Any new device Jobs unveils will expand the Macintosh-iPod-iPhone trio that have contributed to record sales and profit. IPod shipments may climb as high as 25 million units this quarter on demand for the slimmer Nano and new Touch models introduced in September, Munster said.

Sales of the iPhone, released in the U.K., Germany and France last month, may reach 2.1 million units over the holidays, said Reitzes.

Apple had sold almost 1.4 million phones in the first three months after releasing the music-and-video-playing device in June in the U.S.

Apple may increase the capacity of the iPhone to 16 gigabytes while keeping the price at $399, Munster said. The company will probably introduce a version that works on high- speed networks in 2008, he said.
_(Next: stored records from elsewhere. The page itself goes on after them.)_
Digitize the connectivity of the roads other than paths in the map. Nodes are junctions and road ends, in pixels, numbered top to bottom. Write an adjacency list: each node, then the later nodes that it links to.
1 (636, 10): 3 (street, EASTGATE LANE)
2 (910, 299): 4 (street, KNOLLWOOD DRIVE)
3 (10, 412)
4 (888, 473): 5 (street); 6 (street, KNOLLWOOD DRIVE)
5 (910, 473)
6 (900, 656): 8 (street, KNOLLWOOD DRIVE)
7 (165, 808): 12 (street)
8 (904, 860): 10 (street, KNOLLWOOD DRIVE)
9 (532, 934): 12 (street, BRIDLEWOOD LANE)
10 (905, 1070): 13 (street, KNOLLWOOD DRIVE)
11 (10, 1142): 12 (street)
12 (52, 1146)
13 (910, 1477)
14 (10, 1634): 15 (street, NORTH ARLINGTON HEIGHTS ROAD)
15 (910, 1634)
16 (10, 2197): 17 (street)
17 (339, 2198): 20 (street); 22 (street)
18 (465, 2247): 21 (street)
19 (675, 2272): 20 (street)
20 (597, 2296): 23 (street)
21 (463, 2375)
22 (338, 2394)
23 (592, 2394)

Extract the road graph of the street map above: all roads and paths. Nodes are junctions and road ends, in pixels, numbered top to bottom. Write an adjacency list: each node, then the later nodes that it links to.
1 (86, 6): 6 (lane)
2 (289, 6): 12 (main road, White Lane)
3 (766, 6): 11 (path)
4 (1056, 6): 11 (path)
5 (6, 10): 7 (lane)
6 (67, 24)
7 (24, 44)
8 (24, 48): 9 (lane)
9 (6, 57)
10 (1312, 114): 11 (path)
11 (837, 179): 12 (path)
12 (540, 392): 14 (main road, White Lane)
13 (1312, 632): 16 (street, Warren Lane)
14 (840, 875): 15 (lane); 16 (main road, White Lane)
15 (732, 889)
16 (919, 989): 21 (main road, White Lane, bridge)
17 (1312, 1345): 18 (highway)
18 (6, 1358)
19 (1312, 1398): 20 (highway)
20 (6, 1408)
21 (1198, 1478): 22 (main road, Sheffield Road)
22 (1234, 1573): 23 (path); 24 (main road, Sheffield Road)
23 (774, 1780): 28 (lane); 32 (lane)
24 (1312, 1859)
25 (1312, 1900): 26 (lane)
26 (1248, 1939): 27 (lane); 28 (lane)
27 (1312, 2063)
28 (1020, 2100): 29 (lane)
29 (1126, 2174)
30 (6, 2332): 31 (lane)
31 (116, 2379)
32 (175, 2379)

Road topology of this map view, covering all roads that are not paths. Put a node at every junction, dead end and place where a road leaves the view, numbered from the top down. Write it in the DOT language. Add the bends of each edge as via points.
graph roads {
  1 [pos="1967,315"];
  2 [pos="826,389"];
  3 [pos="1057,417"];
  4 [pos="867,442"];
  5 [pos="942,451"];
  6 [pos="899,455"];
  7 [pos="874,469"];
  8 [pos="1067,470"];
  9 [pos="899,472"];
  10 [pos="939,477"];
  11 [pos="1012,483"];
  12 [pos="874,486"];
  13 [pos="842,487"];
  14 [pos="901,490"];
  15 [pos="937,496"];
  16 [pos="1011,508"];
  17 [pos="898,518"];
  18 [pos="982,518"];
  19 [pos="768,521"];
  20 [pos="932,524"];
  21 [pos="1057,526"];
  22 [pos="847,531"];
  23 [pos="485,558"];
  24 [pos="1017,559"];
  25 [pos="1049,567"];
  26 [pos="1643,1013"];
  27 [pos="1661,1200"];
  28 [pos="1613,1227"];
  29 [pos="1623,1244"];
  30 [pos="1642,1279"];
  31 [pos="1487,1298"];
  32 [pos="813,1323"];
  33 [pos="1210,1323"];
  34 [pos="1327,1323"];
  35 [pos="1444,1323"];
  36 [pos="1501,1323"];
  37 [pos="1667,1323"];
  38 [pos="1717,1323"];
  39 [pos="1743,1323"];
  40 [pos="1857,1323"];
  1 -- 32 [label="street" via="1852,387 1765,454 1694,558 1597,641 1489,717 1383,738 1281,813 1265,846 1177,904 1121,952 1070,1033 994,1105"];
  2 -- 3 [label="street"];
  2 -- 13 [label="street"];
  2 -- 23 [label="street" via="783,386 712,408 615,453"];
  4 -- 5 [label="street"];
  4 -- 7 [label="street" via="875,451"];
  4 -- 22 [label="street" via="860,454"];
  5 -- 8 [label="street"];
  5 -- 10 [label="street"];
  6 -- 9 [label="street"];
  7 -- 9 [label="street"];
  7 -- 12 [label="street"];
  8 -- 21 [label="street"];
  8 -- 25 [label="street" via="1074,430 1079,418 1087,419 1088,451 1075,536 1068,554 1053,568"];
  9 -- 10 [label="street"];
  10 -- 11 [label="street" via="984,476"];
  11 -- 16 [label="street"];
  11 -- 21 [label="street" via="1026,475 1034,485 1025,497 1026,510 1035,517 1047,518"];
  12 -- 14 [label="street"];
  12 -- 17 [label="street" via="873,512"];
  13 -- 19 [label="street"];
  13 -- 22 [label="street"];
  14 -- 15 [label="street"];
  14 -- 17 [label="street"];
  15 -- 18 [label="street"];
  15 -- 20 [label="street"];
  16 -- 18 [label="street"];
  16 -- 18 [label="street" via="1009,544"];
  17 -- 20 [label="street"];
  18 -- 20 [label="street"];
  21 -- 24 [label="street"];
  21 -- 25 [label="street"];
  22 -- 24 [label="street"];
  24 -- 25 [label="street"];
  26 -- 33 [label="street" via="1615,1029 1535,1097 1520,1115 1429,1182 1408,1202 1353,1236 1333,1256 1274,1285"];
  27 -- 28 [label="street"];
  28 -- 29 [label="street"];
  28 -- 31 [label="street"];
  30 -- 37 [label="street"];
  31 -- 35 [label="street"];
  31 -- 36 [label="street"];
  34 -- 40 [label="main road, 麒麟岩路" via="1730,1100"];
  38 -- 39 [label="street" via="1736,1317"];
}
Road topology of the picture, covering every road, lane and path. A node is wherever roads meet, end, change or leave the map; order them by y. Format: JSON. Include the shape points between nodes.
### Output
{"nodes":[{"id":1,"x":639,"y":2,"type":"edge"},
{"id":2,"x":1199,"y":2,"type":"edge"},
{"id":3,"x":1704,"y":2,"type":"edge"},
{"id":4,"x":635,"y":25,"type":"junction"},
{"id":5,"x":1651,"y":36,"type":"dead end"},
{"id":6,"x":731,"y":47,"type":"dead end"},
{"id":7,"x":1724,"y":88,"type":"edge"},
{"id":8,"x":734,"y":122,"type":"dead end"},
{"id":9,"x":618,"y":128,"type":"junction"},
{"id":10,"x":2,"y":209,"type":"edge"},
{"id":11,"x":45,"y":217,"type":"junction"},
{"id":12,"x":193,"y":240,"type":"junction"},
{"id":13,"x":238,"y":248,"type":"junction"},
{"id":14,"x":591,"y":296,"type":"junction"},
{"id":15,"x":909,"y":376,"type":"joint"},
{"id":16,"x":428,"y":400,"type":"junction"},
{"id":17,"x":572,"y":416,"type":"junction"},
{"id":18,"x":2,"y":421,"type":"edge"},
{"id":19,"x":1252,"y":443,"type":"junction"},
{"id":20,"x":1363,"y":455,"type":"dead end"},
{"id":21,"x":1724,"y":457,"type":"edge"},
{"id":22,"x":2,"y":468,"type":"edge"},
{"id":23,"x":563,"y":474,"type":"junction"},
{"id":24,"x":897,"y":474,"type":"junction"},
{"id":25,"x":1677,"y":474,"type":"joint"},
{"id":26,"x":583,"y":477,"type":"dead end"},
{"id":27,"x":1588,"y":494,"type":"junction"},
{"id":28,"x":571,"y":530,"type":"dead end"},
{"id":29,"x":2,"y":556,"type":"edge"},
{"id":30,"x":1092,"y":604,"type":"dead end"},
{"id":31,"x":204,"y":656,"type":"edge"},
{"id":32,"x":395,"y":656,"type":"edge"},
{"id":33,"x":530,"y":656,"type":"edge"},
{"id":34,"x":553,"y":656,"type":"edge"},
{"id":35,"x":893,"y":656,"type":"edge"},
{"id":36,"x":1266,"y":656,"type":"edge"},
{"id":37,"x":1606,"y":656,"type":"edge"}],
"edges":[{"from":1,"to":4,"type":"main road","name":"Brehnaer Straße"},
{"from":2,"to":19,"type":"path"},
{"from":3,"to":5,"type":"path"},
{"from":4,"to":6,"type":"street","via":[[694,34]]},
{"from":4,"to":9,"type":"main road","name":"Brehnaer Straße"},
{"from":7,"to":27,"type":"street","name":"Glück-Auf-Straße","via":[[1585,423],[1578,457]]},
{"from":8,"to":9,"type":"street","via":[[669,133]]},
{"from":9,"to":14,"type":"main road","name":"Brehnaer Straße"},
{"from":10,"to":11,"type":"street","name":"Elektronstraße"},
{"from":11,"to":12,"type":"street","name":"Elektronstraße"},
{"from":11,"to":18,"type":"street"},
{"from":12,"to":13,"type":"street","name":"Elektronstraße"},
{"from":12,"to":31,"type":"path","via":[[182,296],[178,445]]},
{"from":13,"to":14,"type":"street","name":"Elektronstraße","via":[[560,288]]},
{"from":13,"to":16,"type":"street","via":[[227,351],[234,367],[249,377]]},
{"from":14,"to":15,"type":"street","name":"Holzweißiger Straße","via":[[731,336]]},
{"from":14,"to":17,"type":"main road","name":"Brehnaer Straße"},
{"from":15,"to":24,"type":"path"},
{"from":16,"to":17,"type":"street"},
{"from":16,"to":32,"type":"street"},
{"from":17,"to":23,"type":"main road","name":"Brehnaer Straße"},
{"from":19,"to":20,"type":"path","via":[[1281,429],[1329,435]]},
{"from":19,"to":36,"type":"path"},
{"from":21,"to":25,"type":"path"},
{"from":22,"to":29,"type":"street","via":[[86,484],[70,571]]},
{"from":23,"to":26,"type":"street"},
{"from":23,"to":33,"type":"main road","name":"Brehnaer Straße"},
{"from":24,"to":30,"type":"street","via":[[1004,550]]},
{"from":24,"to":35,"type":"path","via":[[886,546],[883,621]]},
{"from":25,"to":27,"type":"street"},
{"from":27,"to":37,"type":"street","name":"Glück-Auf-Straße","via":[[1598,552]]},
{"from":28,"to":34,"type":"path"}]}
Jobs, 52, also may introduce a larger-screen handheld device for playing music and video and surfing the Web, said Andy Neff, an analyst at Bear Stearns & Co. in New York. Apple may also unveil a new version of Apple TV, a $299 device that connects to TVs and lets people watch movies and shows stored on their PCs.

Apple needs to add more movies to its iTunes store to spur demand for Apple TV, which hasn't been a big seller for the company, Neff said in an interview.

There are more than 500 movies and 550 TV shows available through iTunes.

Munster and Reitzes haven't ruled out a movie-rental service on iTunes. Apple doesn't have distribution agreements with Sony Pictures, Universal Studios, News Corp.'s Fox and Warner Brothers, Reitzes said.

"There are some hard-core fans that no matter what Jobs announces, that won't be enough," said technology commentator Scott Bourne, who hosts a weekly podcast called the Apple Phone Show.

"And there are some people for who, no matter what he says, are words from God's mouth."